**Required work:**
Please give again every entry exactly as it appears, setting aside the pictures.

**Provided data:**
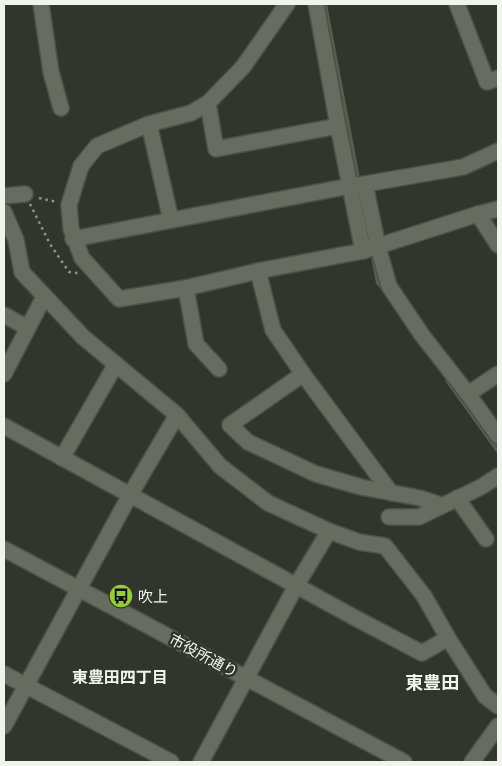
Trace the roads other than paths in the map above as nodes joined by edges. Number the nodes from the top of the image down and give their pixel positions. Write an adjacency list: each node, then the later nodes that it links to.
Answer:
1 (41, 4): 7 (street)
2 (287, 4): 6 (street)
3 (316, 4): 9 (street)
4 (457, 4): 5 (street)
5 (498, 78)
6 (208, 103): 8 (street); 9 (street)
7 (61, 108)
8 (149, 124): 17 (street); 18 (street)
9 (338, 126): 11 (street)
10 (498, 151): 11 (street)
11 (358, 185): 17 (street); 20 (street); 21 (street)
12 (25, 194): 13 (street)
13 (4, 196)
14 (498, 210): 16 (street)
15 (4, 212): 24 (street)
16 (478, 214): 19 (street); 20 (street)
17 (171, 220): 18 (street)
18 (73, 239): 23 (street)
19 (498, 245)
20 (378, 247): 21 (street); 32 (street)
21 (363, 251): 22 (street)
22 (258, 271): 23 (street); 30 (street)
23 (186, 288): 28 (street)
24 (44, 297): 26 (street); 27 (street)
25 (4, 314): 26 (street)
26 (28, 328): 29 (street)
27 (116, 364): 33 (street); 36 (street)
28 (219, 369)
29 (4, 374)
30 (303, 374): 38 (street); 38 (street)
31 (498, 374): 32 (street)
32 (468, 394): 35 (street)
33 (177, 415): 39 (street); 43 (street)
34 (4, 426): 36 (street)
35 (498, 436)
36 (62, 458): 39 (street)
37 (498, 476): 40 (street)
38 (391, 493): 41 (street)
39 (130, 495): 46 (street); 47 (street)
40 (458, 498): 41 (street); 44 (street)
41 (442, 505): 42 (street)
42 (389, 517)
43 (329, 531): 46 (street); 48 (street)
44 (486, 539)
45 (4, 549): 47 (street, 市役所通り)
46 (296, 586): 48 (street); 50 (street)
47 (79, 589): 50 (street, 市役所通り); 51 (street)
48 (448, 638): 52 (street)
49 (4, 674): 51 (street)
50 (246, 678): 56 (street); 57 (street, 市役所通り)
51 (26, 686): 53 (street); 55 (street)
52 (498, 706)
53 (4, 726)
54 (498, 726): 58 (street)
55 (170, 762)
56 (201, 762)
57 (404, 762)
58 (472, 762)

**Solution for this exercise:**
Trace the roads other than paths in the map above as nodes joined by edges. Number the nodes from the top of the image down and give their pixel positions. Write an adjacency list: each node, then the later nodes that it links to.
Answer:
1 (41, 4): 7 (street)
2 (287, 4): 6 (street)
3 (316, 4): 9 (street)
4 (457, 4): 5 (street)
5 (498, 78)
6 (208, 103): 8 (street); 9 (street)
7 (61, 108)
8 (149, 124): 17 (street); 18 (street)
9 (338, 126): 11 (street)
10 (498, 151): 11 (street)
11 (358, 185): 17 (street); 20 (street); 21 (street)
12 (25, 194): 13 (street)
13 (4, 196)
14 (498, 210): 16 (street)
15 (4, 212): 24 (street)
16 (478, 214): 19 (street); 20 (street)
17 (171, 220): 18 (street)
18 (73, 239): 23 (street)
19 (498, 245)
20 (378, 247): 21 (street); 32 (street)
21 (363, 251): 22 (street)
22 (258, 271): 23 (street); 30 (street)
23 (186, 288): 28 (street)
24 (44, 297): 26 (street); 27 (street)
25 (4, 314): 26 (street)
26 (28, 328): 29 (street)
27 (116, 364): 33 (street); 36 (street)
28 (219, 369)
29 (4, 374)
30 (303, 374): 38 (street); 38 (street)
31 (498, 374): 32 (street)
32 (468, 394): 35 (street)
33 (177, 415): 39 (street); 43 (street)
34 (4, 426): 36 (street)
35 (498, 436)
36 (62, 458): 39 (street)
37 (498, 476): 40 (street)
38 (391, 493): 41 (street)
39 (130, 495): 46 (street); 47 (street)
40 (458, 498): 41 (street); 44 (street)
41 (442, 505): 42 (street)
42 (389, 517)
43 (329, 531): 46 (street); 48 (street)
44 (486, 539)
45 (4, 549): 47 (street, 市役所通り)
46 (296, 586): 48 (street); 50 (street)
47 (79, 589): 50 (street, 市役所通り); 51 (street)
48 (448, 638): 52 (street)
49 (4, 674): 51 (street)
50 (246, 678): 56 (street); 57 (street, 市役所通り)
51 (26, 686): 53 (street); 55 (street)
52 (498, 706)
53 (4, 726)
54 (498, 726): 58 (street)
55 (170, 762)
56 (201, 762)
57 (404, 762)
58 (472, 762)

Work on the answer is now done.